- WHAT YOU HAVE TO DO
Each line of the records containing "paths" is to be copied out and returned.

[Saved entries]
^^^^^^^^

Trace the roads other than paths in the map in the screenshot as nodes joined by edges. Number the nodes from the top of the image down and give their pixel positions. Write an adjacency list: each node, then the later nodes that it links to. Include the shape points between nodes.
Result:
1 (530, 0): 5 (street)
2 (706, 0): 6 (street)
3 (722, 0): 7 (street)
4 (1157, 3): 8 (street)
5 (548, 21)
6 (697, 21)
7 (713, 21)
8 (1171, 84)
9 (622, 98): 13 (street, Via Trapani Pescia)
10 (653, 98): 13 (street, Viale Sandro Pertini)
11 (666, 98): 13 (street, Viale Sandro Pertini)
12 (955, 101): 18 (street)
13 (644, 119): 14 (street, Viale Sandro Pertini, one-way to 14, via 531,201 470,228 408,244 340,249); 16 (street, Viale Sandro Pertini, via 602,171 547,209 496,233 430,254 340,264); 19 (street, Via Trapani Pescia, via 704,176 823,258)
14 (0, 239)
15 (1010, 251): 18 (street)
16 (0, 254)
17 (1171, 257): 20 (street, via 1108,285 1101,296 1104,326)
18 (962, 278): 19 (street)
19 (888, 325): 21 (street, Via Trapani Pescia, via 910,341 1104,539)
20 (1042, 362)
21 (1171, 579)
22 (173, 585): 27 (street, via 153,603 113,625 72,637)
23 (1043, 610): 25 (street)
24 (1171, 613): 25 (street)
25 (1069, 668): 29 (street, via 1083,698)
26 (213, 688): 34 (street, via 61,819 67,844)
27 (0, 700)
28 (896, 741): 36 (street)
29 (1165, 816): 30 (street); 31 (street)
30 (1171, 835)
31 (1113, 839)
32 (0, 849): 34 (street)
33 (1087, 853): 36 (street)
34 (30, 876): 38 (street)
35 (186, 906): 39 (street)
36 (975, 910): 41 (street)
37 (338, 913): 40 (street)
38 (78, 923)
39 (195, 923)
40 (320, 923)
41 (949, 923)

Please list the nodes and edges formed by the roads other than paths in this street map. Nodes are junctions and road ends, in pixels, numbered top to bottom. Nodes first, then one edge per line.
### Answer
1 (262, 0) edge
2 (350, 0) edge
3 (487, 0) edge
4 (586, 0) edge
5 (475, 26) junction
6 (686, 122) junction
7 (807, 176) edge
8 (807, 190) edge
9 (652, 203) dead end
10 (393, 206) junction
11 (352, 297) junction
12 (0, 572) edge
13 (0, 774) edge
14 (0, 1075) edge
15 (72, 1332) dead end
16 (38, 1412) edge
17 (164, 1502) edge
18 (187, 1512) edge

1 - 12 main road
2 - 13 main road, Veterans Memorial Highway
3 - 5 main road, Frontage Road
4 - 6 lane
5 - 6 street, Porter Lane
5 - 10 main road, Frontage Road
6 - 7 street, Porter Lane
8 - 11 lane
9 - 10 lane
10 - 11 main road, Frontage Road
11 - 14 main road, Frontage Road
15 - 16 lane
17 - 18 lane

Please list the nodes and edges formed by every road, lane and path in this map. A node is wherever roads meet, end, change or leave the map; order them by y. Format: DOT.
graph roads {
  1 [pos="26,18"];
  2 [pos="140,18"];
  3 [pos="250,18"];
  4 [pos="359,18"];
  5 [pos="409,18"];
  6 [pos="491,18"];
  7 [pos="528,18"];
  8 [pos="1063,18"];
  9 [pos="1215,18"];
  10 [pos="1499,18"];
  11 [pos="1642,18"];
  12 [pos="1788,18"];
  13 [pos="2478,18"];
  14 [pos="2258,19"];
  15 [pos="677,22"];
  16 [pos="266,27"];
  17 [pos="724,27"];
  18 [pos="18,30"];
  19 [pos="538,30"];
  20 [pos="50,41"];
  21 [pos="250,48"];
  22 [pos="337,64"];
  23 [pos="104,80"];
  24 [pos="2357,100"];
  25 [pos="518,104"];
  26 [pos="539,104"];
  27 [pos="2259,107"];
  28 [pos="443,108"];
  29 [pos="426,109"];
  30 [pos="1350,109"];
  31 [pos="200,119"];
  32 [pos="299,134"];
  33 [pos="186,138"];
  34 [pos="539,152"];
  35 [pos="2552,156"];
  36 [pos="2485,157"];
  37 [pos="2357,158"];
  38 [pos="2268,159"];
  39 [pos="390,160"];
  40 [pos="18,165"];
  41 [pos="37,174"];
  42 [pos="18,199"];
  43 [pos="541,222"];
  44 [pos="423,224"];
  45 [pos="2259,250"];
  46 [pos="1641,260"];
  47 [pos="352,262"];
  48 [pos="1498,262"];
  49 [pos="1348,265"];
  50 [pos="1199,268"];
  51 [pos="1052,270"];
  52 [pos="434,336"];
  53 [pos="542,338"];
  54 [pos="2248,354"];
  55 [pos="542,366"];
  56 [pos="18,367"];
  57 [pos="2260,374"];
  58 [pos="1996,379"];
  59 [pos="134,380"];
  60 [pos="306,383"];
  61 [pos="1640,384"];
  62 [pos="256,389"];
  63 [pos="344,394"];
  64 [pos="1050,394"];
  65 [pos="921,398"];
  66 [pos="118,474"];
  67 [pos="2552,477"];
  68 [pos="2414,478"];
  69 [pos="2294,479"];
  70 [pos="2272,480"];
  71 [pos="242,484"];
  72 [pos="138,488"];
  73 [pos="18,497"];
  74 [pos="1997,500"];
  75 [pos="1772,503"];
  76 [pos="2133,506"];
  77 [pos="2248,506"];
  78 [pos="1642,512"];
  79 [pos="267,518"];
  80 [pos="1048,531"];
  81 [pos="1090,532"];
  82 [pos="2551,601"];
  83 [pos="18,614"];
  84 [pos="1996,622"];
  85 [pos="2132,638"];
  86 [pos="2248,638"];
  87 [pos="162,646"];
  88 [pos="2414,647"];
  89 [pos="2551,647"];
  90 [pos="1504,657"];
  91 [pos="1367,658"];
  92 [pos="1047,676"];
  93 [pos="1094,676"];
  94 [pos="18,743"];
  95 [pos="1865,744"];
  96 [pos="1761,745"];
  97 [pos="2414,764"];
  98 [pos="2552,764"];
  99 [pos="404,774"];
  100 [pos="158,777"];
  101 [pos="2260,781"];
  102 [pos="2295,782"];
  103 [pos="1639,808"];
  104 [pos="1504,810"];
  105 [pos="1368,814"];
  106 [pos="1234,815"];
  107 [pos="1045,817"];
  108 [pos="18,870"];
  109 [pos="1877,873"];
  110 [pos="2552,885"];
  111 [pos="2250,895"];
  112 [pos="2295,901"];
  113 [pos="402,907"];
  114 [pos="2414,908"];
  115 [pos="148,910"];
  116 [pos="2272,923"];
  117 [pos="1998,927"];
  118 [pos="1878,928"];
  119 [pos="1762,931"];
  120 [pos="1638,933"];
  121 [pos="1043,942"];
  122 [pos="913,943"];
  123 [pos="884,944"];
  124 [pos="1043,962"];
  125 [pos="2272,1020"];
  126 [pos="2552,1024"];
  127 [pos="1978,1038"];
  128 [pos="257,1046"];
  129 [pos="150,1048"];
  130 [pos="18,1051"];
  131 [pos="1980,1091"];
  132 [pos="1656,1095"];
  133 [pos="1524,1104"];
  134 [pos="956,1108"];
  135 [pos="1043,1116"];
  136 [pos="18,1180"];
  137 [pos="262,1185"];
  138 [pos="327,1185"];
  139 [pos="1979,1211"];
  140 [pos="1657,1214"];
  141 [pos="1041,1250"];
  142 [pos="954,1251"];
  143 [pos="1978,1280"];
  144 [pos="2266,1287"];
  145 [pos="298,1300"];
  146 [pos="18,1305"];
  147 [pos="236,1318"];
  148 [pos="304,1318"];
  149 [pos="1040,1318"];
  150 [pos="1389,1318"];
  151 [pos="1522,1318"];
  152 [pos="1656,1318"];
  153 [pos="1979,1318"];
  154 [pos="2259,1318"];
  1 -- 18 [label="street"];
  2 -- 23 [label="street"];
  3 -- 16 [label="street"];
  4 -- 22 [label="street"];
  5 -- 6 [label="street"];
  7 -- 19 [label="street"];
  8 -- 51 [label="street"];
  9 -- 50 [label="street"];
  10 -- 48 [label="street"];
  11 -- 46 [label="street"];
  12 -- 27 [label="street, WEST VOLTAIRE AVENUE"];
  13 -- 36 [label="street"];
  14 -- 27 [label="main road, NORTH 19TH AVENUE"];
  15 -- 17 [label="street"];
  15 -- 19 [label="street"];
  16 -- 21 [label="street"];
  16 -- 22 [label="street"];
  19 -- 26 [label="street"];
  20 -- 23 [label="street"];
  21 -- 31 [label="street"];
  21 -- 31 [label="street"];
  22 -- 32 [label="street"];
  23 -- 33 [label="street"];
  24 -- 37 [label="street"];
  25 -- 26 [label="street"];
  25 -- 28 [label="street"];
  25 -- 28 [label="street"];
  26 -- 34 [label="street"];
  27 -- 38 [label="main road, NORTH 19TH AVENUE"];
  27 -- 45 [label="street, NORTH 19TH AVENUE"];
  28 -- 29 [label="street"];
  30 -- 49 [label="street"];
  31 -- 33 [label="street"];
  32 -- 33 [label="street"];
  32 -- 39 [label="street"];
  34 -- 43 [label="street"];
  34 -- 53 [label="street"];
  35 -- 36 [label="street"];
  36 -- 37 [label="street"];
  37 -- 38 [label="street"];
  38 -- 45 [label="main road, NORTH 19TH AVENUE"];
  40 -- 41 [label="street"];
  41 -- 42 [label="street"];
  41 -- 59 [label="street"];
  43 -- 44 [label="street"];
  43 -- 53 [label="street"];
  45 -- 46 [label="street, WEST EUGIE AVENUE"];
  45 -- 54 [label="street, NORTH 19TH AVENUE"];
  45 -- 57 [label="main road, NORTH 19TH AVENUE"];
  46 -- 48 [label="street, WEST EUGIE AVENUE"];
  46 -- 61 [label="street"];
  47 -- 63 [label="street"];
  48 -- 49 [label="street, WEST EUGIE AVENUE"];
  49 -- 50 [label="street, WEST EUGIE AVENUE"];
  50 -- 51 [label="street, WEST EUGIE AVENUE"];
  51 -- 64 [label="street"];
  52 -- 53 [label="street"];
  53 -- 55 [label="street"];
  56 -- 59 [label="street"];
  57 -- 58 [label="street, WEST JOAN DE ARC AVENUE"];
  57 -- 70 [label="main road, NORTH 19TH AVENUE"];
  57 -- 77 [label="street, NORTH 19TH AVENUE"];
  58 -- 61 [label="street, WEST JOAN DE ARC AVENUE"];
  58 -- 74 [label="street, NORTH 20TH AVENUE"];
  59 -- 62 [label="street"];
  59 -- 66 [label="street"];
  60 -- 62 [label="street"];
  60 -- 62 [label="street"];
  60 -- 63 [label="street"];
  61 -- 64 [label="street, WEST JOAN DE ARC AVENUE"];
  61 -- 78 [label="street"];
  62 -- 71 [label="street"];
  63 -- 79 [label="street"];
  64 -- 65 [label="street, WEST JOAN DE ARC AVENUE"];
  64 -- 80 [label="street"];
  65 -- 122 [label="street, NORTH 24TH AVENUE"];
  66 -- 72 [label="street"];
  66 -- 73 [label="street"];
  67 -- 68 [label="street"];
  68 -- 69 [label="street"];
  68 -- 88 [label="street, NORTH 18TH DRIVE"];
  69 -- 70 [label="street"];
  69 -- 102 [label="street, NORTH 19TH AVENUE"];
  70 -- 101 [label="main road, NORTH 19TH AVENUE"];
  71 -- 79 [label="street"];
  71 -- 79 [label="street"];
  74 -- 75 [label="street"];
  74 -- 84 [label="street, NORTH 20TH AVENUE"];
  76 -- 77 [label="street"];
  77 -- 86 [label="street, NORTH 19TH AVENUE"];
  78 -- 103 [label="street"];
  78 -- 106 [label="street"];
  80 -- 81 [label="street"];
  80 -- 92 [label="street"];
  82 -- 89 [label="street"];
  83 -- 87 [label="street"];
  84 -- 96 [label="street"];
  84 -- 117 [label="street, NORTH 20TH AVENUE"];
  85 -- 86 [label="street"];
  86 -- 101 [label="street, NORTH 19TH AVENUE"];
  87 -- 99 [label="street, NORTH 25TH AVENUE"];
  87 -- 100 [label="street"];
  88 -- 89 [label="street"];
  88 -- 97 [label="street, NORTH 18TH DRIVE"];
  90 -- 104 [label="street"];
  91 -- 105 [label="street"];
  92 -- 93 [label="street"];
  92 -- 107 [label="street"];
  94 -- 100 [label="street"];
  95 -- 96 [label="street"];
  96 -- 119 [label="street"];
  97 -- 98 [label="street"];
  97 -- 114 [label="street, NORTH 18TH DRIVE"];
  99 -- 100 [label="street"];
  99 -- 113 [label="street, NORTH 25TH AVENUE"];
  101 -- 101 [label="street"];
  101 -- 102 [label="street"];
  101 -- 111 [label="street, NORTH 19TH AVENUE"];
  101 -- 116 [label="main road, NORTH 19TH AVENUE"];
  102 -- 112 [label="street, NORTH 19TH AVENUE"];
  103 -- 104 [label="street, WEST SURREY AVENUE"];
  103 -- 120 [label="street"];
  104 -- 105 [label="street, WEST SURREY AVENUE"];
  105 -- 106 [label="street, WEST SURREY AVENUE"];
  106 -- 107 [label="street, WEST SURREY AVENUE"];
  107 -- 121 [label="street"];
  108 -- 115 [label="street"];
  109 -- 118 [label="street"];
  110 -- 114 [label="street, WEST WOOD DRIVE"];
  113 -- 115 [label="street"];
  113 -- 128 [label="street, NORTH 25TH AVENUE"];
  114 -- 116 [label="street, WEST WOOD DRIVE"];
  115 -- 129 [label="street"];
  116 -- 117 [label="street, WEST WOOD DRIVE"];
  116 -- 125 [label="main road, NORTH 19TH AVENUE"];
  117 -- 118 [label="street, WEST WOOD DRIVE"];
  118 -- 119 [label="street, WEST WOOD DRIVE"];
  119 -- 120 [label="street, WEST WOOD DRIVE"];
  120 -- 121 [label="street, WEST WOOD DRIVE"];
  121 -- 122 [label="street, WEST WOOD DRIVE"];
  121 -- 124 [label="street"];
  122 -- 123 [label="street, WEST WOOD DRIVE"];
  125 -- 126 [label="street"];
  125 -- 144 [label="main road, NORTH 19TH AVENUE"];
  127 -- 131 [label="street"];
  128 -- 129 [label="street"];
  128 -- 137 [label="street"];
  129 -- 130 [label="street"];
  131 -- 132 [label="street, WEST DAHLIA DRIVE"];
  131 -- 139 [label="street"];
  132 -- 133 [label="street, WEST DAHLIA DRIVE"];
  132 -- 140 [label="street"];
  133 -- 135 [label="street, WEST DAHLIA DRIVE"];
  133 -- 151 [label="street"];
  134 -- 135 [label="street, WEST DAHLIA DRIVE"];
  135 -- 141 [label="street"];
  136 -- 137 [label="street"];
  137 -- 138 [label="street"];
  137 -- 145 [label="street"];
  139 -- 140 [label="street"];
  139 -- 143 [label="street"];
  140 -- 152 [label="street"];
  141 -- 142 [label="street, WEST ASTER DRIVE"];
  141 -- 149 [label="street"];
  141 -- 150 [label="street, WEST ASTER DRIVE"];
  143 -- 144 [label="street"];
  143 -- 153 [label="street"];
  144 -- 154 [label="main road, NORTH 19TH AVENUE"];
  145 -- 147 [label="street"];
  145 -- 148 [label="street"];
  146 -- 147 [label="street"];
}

^^^^^^^^

- RESPONSE AREA
Trace the roads other than paths in the map in the screenshot as nodes joined by edges. Number the nodes from the top of the image down and give their pixel positions. Write an adjacency list: each node, then the later nodes that it links to. Include the shape points between nodes.
Please list the nodes and edges formed by the roads other than paths in this street map. Nodes are junctions and road ends, in pixels, numbered top to bottom. Nodes first, then one edge per line.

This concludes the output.